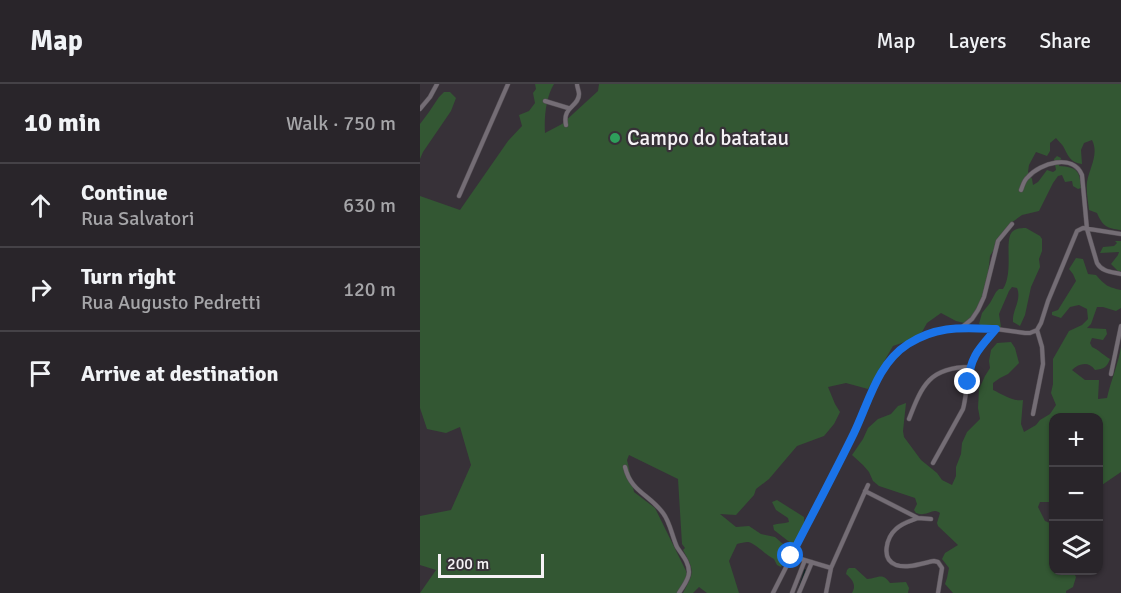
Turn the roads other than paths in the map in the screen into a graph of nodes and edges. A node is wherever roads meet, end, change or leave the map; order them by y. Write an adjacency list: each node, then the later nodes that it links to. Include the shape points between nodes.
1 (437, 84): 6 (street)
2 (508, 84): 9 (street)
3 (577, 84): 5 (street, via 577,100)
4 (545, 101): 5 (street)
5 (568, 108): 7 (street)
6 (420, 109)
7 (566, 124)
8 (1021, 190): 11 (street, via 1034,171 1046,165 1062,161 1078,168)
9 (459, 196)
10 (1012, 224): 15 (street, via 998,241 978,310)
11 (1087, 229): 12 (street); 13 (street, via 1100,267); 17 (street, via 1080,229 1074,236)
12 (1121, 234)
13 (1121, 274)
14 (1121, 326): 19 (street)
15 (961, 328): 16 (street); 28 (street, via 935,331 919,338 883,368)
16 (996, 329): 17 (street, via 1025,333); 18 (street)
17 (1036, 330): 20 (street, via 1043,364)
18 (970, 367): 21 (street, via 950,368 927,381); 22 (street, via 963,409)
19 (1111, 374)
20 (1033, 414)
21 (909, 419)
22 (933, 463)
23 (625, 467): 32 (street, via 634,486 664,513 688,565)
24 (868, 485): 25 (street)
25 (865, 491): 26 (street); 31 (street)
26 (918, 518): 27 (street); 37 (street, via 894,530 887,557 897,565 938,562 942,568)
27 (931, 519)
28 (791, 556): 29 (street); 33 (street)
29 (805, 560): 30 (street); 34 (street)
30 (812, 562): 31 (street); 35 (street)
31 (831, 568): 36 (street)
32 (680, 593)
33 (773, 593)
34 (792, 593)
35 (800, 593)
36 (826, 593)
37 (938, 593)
*****
[Task description] Restate the material word for word, minus pictures.

[Your response]
Turn the roads other than paths in the map in the screen into a graph of nodes and edges. A node is wherever roads meet, end, change or leave the map; order them by y. Write an adjacency list: each node, then the later nodes that it links to. Include the shape points between nodes.
1 (437, 84): 6 (street)
2 (508, 84): 9 (street)
3 (577, 84): 5 (street, via 577,100)
4 (545, 101): 5 (street)
5 (568, 108): 7 (street)
6 (420, 109)
7 (566, 124)
8 (1021, 190): 11 (street, via 1034,171 1046,165 1062,161 1078,168)
9 (459, 196)
10 (1012, 224): 15 (street, via 998,241 978,310)
11 (1087, 229): 12 (street); 13 (street, via 1100,267); 17 (street, via 1080,229 1074,236)
12 (1121, 234)
13 (1121, 274)
14 (1121, 326): 19 (street)
15 (961, 328): 16 (street); 28 (street, via 935,331 919,338 883,368)
16 (996, 329): 17 (street, via 1025,333); 18 (street)
17 (1036, 330): 20 (street, via 1043,364)
18 (970, 367): 21 (street, via 950,368 927,381); 22 (street, via 963,409)
19 (1111, 374)
20 (1033, 414)
21 (909, 419)
22 (933, 463)
23 (625, 467): 32 (street, via 634,486 664,513 688,565)
24 (868, 485): 25 (street)
25 (865, 491): 26 (street); 31 (street)
26 (918, 518): 27 (street); 37 (street, via 894,530 887,557 897,565 938,562 942,568)
27 (931, 519)
28 (791, 556): 29 (street); 33 (street)
29 (805, 560): 30 (street); 34 (street)
30 (812, 562): 31 (street); 35 (street)
31 (831, 568): 36 (street)
32 (680, 593)
33 (773, 593)
34 (792, 593)
35 (800, 593)
36 (826, 593)
37 (938, 593)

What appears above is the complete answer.